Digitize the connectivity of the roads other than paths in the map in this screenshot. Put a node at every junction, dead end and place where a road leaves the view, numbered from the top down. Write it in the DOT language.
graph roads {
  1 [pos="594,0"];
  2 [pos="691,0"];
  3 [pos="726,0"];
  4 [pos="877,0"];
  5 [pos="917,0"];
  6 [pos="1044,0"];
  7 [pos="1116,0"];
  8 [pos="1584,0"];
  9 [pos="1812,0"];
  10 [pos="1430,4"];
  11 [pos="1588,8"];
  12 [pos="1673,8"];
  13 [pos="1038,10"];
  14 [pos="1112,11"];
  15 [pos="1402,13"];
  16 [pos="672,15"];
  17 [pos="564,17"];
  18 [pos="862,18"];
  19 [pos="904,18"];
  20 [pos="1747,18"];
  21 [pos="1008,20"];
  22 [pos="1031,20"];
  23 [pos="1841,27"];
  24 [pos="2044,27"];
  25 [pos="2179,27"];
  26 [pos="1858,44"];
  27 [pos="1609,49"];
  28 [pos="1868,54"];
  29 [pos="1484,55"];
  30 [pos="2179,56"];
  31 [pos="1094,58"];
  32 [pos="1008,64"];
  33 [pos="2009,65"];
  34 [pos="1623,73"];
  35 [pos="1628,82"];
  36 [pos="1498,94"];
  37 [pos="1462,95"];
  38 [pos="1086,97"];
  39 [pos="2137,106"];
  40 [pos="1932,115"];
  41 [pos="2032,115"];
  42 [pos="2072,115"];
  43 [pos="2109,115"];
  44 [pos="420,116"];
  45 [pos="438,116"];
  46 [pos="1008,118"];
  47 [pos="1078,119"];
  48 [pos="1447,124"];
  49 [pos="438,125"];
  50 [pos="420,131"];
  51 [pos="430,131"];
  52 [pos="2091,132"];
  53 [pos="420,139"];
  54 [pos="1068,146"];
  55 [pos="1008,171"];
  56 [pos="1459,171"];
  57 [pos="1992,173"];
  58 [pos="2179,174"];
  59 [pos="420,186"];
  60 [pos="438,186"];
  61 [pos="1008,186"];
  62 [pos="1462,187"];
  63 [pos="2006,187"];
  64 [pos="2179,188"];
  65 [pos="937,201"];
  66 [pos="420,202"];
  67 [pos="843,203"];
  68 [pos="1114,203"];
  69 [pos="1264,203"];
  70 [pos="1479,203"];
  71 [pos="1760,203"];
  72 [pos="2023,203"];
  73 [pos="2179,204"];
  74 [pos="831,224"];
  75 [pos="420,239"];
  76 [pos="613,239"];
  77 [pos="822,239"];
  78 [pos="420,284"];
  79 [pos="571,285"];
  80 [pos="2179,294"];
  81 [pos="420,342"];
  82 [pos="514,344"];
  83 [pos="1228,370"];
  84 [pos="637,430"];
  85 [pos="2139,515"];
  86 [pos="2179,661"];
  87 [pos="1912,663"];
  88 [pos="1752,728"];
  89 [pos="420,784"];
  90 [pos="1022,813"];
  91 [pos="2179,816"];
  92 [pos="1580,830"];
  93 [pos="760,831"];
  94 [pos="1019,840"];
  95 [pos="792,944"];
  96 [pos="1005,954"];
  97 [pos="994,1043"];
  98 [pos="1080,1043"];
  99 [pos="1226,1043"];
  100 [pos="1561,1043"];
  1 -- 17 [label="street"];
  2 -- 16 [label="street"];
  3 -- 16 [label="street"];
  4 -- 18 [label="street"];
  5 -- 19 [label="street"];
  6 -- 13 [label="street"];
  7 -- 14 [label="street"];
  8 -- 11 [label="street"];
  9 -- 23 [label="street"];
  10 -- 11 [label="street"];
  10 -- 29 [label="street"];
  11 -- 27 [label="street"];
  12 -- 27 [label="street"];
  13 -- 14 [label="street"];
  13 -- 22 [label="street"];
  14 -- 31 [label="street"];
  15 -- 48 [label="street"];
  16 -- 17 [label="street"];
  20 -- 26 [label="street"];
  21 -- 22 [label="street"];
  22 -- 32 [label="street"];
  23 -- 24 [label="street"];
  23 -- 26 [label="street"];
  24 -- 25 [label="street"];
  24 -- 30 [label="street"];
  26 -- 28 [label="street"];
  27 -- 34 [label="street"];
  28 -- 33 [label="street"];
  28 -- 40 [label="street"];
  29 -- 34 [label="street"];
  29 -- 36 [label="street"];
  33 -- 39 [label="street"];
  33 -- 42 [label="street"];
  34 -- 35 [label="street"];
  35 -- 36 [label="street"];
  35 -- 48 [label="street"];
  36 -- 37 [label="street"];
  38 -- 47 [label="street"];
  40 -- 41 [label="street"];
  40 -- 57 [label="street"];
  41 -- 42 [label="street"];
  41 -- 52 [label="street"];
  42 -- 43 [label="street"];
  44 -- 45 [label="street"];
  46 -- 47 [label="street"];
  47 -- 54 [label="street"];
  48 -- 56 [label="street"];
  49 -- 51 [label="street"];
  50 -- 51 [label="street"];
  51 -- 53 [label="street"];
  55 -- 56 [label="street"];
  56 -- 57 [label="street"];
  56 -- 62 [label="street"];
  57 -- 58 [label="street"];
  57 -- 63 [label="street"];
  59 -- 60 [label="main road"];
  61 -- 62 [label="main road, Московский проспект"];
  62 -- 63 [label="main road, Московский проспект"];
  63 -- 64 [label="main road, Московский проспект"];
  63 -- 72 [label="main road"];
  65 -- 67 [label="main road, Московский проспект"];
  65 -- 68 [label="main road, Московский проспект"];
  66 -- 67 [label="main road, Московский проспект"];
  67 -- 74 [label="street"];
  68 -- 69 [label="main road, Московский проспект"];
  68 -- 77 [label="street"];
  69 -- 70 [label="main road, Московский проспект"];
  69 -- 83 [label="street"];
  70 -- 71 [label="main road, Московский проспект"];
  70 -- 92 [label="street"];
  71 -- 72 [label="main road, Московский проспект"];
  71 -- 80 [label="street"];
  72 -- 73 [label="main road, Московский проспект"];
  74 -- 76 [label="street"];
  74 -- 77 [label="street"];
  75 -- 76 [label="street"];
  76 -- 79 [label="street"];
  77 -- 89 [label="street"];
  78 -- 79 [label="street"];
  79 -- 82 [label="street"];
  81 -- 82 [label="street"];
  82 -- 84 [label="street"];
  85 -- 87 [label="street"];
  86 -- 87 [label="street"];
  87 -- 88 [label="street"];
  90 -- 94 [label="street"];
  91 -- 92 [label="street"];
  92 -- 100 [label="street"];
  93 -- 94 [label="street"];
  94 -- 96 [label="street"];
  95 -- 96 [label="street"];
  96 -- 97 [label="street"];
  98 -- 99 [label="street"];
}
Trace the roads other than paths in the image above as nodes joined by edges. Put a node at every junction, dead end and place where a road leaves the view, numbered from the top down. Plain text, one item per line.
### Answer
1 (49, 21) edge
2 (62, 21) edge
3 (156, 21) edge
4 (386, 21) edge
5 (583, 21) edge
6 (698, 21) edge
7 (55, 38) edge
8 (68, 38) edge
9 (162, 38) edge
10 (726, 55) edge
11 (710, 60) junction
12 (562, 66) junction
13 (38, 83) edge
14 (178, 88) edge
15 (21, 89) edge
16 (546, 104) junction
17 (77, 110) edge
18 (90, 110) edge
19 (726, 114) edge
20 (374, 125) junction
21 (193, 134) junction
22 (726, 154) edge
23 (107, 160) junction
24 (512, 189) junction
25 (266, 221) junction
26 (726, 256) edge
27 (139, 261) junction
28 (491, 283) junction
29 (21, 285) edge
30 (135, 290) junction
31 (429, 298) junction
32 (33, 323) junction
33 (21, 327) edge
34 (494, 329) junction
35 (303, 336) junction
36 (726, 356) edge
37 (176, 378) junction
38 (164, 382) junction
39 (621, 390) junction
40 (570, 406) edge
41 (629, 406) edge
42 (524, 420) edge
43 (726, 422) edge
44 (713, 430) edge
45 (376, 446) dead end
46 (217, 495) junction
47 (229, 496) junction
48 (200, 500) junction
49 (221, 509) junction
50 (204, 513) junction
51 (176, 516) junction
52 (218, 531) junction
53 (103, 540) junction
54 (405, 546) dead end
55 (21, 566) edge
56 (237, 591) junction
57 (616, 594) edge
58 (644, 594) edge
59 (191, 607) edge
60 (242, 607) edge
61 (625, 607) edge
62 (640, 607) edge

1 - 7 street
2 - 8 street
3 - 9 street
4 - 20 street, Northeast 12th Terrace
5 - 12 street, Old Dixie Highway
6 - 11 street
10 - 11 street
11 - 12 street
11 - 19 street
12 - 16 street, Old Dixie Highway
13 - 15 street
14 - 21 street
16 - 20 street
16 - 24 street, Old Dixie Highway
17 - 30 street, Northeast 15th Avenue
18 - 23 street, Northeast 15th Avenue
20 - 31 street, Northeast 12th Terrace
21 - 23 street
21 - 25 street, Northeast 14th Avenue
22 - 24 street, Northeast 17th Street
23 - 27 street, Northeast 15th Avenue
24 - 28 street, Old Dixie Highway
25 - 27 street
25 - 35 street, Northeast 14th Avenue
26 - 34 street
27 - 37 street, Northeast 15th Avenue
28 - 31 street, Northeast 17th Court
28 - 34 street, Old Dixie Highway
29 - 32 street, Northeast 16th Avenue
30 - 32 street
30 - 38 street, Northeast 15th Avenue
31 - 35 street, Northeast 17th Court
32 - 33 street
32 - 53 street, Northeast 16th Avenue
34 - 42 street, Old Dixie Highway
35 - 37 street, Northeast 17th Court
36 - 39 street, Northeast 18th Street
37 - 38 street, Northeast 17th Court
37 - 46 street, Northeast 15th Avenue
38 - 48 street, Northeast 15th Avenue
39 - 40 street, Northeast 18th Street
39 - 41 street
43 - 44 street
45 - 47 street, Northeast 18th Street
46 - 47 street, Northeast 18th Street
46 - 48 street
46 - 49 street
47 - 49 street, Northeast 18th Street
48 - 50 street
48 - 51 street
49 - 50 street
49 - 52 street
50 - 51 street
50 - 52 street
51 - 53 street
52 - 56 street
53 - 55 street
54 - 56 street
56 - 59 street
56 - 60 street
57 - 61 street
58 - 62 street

------------------------------------------------------------

■ **EXERCISE BRIEF**
The expected answer holds each line from the listing above where the string "Dixie" is present.

■ **THE COMPLETED TASK**
5 - 12 street, Old Dixie Highway
12 - 16 street, Old Dixie Highway
16 - 24 street, Old Dixie Highway
24 - 28 street, Old Dixie Highway
28 - 34 street, Old Dixie Highway
34 - 42 street, Old Dixie Highway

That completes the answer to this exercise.